PROBLEM DETAILS
Copy each of the following entries back without change.

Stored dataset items
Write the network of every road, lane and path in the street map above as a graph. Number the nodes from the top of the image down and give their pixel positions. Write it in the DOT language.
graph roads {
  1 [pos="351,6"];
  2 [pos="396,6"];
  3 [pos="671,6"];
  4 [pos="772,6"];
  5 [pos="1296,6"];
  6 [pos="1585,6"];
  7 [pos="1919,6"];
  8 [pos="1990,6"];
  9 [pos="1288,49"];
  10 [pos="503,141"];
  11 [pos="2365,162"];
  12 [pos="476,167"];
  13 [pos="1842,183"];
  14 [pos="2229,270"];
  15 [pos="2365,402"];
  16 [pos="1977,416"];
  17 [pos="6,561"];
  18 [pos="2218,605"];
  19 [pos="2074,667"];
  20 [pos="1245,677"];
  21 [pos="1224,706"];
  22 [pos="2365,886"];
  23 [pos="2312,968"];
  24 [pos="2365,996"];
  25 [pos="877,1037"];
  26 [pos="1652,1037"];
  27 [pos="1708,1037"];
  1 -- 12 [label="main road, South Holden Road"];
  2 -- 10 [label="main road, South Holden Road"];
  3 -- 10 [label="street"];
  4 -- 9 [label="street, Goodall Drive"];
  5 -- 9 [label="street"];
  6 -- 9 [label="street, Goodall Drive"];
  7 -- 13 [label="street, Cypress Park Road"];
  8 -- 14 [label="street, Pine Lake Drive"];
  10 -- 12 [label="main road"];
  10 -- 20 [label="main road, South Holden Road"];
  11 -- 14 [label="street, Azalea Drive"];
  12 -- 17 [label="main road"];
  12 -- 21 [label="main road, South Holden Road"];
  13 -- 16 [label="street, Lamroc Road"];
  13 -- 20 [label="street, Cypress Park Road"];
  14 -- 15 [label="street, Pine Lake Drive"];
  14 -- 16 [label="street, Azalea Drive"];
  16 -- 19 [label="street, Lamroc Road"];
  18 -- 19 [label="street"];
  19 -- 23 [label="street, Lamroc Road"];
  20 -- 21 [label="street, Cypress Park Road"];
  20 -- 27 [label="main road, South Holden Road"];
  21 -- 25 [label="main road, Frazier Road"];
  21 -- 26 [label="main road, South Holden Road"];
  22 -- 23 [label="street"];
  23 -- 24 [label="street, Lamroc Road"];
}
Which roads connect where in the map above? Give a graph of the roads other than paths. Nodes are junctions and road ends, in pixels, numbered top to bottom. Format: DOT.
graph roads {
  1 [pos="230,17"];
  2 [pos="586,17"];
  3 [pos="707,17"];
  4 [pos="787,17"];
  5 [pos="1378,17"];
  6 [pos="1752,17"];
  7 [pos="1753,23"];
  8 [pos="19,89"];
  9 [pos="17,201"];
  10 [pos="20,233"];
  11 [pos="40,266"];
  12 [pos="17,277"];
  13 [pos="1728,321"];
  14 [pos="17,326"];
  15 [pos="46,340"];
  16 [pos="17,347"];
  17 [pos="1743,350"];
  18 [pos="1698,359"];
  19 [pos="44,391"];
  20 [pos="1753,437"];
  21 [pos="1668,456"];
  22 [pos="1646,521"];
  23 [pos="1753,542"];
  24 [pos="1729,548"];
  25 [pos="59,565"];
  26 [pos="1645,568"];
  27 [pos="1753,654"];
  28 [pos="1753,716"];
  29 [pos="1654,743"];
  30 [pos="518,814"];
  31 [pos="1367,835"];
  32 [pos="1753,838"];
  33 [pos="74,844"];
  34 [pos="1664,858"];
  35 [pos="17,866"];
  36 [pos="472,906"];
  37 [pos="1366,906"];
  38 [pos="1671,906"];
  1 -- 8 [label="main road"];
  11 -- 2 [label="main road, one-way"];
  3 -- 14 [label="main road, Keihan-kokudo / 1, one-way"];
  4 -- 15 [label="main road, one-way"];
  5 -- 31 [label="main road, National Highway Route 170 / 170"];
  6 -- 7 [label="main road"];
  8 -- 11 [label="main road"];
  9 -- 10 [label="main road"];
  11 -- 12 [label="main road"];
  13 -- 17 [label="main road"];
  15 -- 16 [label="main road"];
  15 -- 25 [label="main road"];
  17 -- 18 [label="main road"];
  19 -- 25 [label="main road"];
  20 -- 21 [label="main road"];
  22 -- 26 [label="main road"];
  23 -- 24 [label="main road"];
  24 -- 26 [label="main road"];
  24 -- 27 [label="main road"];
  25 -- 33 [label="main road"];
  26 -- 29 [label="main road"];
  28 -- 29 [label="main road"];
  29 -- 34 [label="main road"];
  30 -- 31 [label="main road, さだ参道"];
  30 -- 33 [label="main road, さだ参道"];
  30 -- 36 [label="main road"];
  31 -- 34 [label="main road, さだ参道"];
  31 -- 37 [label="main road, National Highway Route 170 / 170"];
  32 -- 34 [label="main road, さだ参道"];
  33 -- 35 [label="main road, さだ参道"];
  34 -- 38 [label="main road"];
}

TASK ANSWER
Write the network of every road, lane and path in the street map above as a graph. Number the nodes from the top of the image down and give their pixel positions. Write it in the DOT language.
graph roads {
  1 [pos="351,6"];
  2 [pos="396,6"];
  3 [pos="671,6"];
  4 [pos="772,6"];
  5 [pos="1296,6"];
  6 [pos="1585,6"];
  7 [pos="1919,6"];
  8 [pos="1990,6"];
  9 [pos="1288,49"];
  10 [pos="503,141"];
  11 [pos="2365,162"];
  12 [pos="476,167"];
  13 [pos="1842,183"];
  14 [pos="2229,270"];
  15 [pos="2365,402"];
  16 [pos="1977,416"];
  17 [pos="6,561"];
  18 [pos="2218,605"];
  19 [pos="2074,667"];
  20 [pos="1245,677"];
  21 [pos="1224,706"];
  22 [pos="2365,886"];
  23 [pos="2312,968"];
  24 [pos="2365,996"];
  25 [pos="877,1037"];
  26 [pos="1652,1037"];
  27 [pos="1708,1037"];
  1 -- 12 [label="main road, South Holden Road"];
  2 -- 10 [label="main road, South Holden Road"];
  3 -- 10 [label="street"];
  4 -- 9 [label="street, Goodall Drive"];
  5 -- 9 [label="street"];
  6 -- 9 [label="street, Goodall Drive"];
  7 -- 13 [label="street, Cypress Park Road"];
  8 -- 14 [label="street, Pine Lake Drive"];
  10 -- 12 [label="main road"];
  10 -- 20 [label="main road, South Holden Road"];
  11 -- 14 [label="street, Azalea Drive"];
  12 -- 17 [label="main road"];
  12 -- 21 [label="main road, South Holden Road"];
  13 -- 16 [label="street, Lamroc Road"];
  13 -- 20 [label="street, Cypress Park Road"];
  14 -- 15 [label="street, Pine Lake Drive"];
  14 -- 16 [label="street, Azalea Drive"];
  16 -- 19 [label="street, Lamroc Road"];
  18 -- 19 [label="street"];
  19 -- 23 [label="street, Lamroc Road"];
  20 -- 21 [label="street, Cypress Park Road"];
  20 -- 27 [label="main road, South Holden Road"];
  21 -- 25 [label="main road, Frazier Road"];
  21 -- 26 [label="main road, South Holden Road"];
  22 -- 23 [label="street"];
  23 -- 24 [label="street, Lamroc Road"];
}
Which roads connect where in the map above? Give a graph of the roads other than paths. Nodes are junctions and road ends, in pixels, numbered top to bottom. Format: DOT.
graph roads {
  1 [pos="230,17"];
  2 [pos="586,17"];
  3 [pos="707,17"];
  4 [pos="787,17"];
  5 [pos="1378,17"];
  6 [pos="1752,17"];
  7 [pos="1753,23"];
  8 [pos="19,89"];
  9 [pos="17,201"];
  10 [pos="20,233"];
  11 [pos="40,266"];
  12 [pos="17,277"];
  13 [pos="1728,321"];
  14 [pos="17,326"];
  15 [pos="46,340"];
  16 [pos="17,347"];
  17 [pos="1743,350"];
  18 [pos="1698,359"];
  19 [pos="44,391"];
  20 [pos="1753,437"];
  21 [pos="1668,456"];
  22 [pos="1646,521"];
  23 [pos="1753,542"];
  24 [pos="1729,548"];
  25 [pos="59,565"];
  26 [pos="1645,568"];
  27 [pos="1753,654"];
  28 [pos="1753,716"];
  29 [pos="1654,743"];
  30 [pos="518,814"];
  31 [pos="1367,835"];
  32 [pos="1753,838"];
  33 [pos="74,844"];
  34 [pos="1664,858"];
  35 [pos="17,866"];
  36 [pos="472,906"];
  37 [pos="1366,906"];
  38 [pos="1671,906"];
  1 -- 8 [label="main road"];
  11 -- 2 [label="main road, one-way"];
  3 -- 14 [label="main road, Keihan-kokudo / 1, one-way"];
  4 -- 15 [label="main road, one-way"];
  5 -- 31 [label="main road, National Highway Route 170 / 170"];
  6 -- 7 [label="main road"];
  8 -- 11 [label="main road"];
  9 -- 10 [label="main road"];
  11 -- 12 [label="main road"];
  13 -- 17 [label="main road"];
  15 -- 16 [label="main road"];
  15 -- 25 [label="main road"];
  17 -- 18 [label="main road"];
  19 -- 25 [label="main road"];
  20 -- 21 [label="main road"];
  22 -- 26 [label="main road"];
  23 -- 24 [label="main road"];
  24 -- 26 [label="main road"];
  24 -- 27 [label="main road"];
  25 -- 33 [label="main road"];
  26 -- 29 [label="main road"];
  28 -- 29 [label="main road"];
  29 -- 34 [label="main road"];
  30 -- 31 [label="main road, さだ参道"];
  30 -- 33 [label="main road, さだ参道"];
  30 -- 36 [label="main road"];
  31 -- 34 [label="main road, さだ参道"];
  31 -- 37 [label="main road, National Highway Route 170 / 170"];
  32 -- 34 [label="main road, さだ参道"];
  33 -- 35 [label="main road, さだ参道"];
  34 -- 38 [label="main road"];
}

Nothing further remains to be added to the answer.